* _Supplied records_:
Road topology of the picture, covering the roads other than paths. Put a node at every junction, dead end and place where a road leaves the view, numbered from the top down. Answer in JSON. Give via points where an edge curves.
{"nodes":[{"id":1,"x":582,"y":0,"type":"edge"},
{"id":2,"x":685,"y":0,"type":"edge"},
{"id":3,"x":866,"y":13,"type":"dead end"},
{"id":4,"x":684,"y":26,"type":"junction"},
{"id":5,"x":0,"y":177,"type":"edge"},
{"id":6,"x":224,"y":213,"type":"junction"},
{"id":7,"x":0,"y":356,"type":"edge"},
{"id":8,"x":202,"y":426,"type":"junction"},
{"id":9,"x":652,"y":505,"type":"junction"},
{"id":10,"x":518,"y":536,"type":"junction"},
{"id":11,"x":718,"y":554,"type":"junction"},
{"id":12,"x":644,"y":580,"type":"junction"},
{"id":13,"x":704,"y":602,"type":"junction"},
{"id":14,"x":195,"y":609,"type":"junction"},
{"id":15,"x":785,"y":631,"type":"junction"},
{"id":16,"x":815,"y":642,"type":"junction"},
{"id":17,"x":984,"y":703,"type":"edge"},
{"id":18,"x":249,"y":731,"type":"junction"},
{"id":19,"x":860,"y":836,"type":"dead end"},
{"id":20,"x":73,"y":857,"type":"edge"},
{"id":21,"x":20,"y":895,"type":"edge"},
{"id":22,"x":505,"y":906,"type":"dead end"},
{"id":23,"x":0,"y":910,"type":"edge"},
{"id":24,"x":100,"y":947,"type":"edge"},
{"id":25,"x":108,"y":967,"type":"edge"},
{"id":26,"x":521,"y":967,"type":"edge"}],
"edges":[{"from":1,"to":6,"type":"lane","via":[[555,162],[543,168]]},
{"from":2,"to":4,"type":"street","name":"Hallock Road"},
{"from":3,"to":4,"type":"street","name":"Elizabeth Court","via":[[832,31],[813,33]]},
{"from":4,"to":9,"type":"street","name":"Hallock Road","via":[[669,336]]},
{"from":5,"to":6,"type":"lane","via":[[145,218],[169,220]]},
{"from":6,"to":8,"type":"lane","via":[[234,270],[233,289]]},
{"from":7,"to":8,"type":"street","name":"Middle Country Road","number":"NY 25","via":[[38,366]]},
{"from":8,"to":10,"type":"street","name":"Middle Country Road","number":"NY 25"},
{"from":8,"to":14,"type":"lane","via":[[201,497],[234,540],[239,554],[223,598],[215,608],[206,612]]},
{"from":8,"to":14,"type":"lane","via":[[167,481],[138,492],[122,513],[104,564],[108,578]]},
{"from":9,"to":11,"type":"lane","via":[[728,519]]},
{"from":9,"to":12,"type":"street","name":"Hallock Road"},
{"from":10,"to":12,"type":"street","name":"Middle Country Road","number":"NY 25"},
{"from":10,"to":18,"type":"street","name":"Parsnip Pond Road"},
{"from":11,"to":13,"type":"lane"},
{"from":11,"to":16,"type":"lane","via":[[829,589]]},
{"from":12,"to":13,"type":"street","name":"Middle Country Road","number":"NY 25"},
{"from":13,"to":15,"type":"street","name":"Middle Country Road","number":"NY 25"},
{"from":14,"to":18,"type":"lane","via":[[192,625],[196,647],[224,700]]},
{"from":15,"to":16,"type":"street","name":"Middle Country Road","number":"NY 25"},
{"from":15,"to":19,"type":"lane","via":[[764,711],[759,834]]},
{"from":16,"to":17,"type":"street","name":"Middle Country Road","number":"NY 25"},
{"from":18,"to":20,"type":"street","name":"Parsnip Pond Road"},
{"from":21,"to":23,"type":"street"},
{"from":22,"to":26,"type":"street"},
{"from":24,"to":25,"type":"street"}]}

* _Task goal_: An exact copy of every line above is what this asks for.

* _Exercise output_:
Road topology of the picture, covering the roads other than paths. Put a node at every junction, dead end and place where a road leaves the view, numbered from the top down. Answer in JSON. Give via points where an edge curves.
{"nodes":[{"id":1,"x":582,"y":0,"type":"edge"},
{"id":2,"x":685,"y":0,"type":"edge"},
{"id":3,"x":866,"y":13,"type":"dead end"},
{"id":4,"x":684,"y":26,"type":"junction"},
{"id":5,"x":0,"y":177,"type":"edge"},
{"id":6,"x":224,"y":213,"type":"junction"},
{"id":7,"x":0,"y":356,"type":"edge"},
{"id":8,"x":202,"y":426,"type":"junction"},
{"id":9,"x":652,"y":505,"type":"junction"},
{"id":10,"x":518,"y":536,"type":"junction"},
{"id":11,"x":718,"y":554,"type":"junction"},
{"id":12,"x":644,"y":580,"type":"junction"},
{"id":13,"x":704,"y":602,"type":"junction"},
{"id":14,"x":195,"y":609,"type":"junction"},
{"id":15,"x":785,"y":631,"type":"junction"},
{"id":16,"x":815,"y":642,"type":"junction"},
{"id":17,"x":984,"y":703,"type":"edge"},
{"id":18,"x":249,"y":731,"type":"junction"},
{"id":19,"x":860,"y":836,"type":"dead end"},
{"id":20,"x":73,"y":857,"type":"edge"},
{"id":21,"x":20,"y":895,"type":"edge"},
{"id":22,"x":505,"y":906,"type":"dead end"},
{"id":23,"x":0,"y":910,"type":"edge"},
{"id":24,"x":100,"y":947,"type":"edge"},
{"id":25,"x":108,"y":967,"type":"edge"},
{"id":26,"x":521,"y":967,"type":"edge"}],
"edges":[{"from":1,"to":6,"type":"lane","via":[[555,162],[543,168]]},
{"from":2,"to":4,"type":"street","name":"Hallock Road"},
{"from":3,"to":4,"type":"street","name":"Elizabeth Court","via":[[832,31],[813,33]]},
{"from":4,"to":9,"type":"street","name":"Hallock Road","via":[[669,336]]},
{"from":5,"to":6,"type":"lane","via":[[145,218],[169,220]]},
{"from":6,"to":8,"type":"lane","via":[[234,270],[233,289]]},
{"from":7,"to":8,"type":"street","name":"Middle Country Road","number":"NY 25","via":[[38,366]]},
{"from":8,"to":10,"type":"street","name":"Middle Country Road","number":"NY 25"},
{"from":8,"to":14,"type":"lane","via":[[201,497],[234,540],[239,554],[223,598],[215,608],[206,612]]},
{"from":8,"to":14,"type":"lane","via":[[167,481],[138,492],[122,513],[104,564],[108,578]]},
{"from":9,"to":11,"type":"lane","via":[[728,519]]},
{"from":9,"to":12,"type":"street","name":"Hallock Road"},
{"from":10,"to":12,"type":"street","name":"Middle Country Road","number":"NY 25"},
{"from":10,"to":18,"type":"street","name":"Parsnip Pond Road"},
{"from":11,"to":13,"type":"lane"},
{"from":11,"to":16,"type":"lane","via":[[829,589]]},
{"from":12,"to":13,"type":"street","name":"Middle Country Road","number":"NY 25"},
{"from":13,"to":15,"type":"street","name":"Middle Country Road","number":"NY 25"},
{"from":14,"to":18,"type":"lane","via":[[192,625],[196,647],[224,700]]},
{"from":15,"to":16,"type":"street","name":"Middle Country Road","number":"NY 25"},
{"from":15,"to":19,"type":"lane","via":[[764,711],[759,834]]},
{"from":16,"to":17,"type":"street","name":"Middle Country Road","number":"NY 25"},
{"from":18,"to":20,"type":"street","name":"Parsnip Pond Road"},
{"from":21,"to":23,"type":"street"},
{"from":22,"to":26,"type":"street"},
{"from":24,"to":25,"type":"street"}]}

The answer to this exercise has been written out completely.